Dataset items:
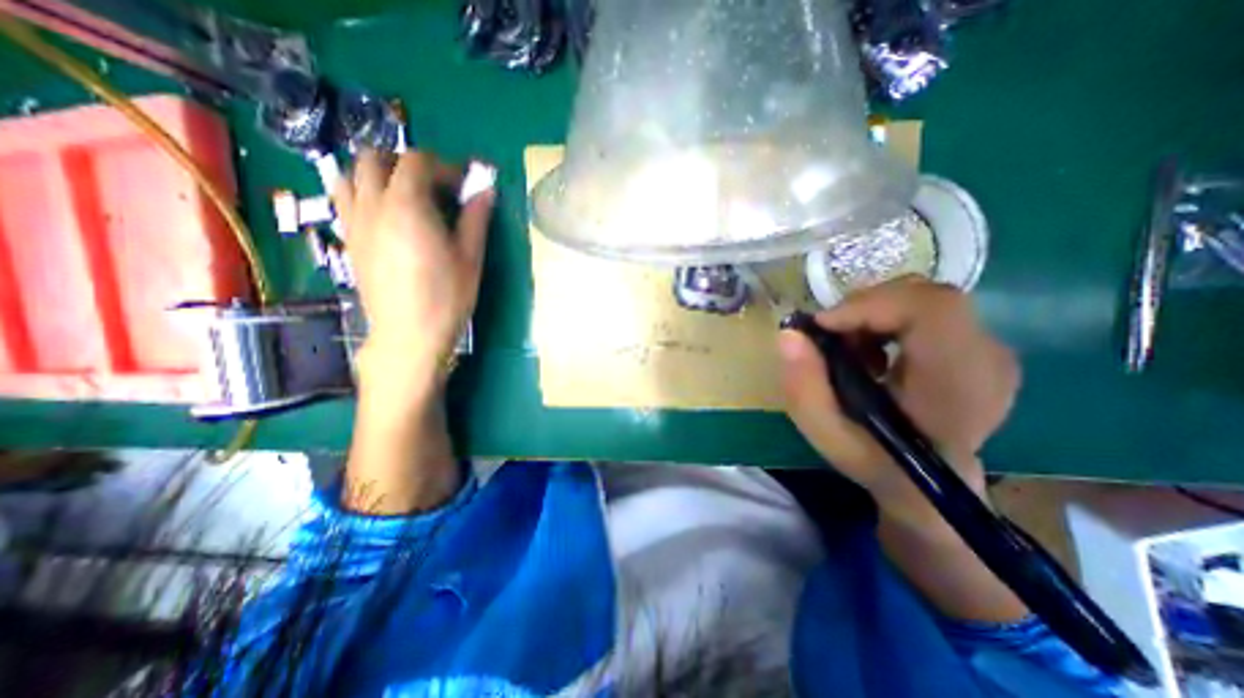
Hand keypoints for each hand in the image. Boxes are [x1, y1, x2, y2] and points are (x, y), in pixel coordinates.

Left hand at [339, 146, 498, 395]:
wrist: (409, 334)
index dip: (444, 167)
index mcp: (407, 207)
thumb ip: (476, 218)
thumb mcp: (471, 259)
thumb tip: (486, 189)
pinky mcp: (348, 240)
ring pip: (351, 175)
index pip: (417, 162)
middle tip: (434, 187)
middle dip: (407, 163)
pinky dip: (364, 193)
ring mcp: (354, 222)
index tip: (463, 186)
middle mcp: (373, 206)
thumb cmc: (447, 297)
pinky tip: (388, 217)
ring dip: (378, 174)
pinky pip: (345, 200)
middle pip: (375, 159)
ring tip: (406, 196)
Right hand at [776, 282, 1019, 514]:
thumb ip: (803, 388)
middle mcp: (988, 359)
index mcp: (958, 386)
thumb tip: (789, 334)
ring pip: (923, 298)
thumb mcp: (827, 435)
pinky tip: (873, 354)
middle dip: (863, 309)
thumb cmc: (878, 463)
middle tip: (831, 340)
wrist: (931, 488)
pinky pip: (928, 310)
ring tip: (851, 352)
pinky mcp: (981, 346)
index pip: (931, 309)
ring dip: (873, 315)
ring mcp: (992, 350)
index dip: (869, 305)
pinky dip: (888, 320)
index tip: (823, 326)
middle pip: (924, 296)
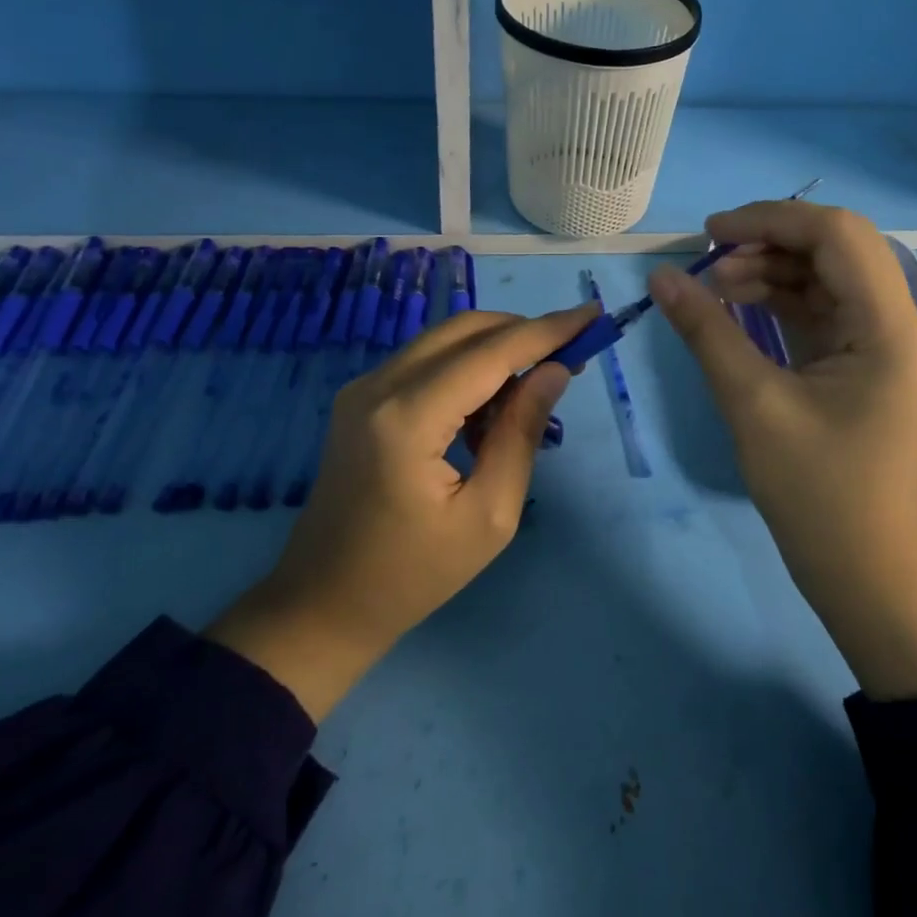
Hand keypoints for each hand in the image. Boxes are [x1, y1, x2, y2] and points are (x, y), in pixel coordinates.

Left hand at [207, 302, 597, 719]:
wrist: (323, 602)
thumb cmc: (414, 574)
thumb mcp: (489, 515)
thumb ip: (521, 433)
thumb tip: (555, 370)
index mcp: (408, 419)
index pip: (491, 352)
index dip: (547, 330)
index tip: (593, 314)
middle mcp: (379, 386)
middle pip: (465, 330)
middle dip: (524, 332)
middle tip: (571, 355)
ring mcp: (363, 388)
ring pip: (444, 340)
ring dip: (496, 350)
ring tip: (536, 389)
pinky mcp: (360, 399)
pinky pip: (425, 362)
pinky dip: (466, 368)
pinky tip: (489, 409)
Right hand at [649, 202, 916, 698]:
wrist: (866, 576)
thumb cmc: (817, 495)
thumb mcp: (753, 405)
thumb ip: (707, 332)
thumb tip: (661, 276)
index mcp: (887, 327)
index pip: (836, 235)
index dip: (770, 219)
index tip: (709, 233)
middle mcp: (894, 324)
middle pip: (836, 249)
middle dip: (770, 241)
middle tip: (709, 257)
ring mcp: (879, 347)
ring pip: (826, 279)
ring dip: (772, 271)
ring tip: (714, 285)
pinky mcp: (859, 368)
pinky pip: (820, 314)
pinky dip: (779, 303)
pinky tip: (737, 307)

▶ _Work to complete_
Provide the count of lines in the data above that include the word "hand", with no added text.

▶ _Exercise solution_
6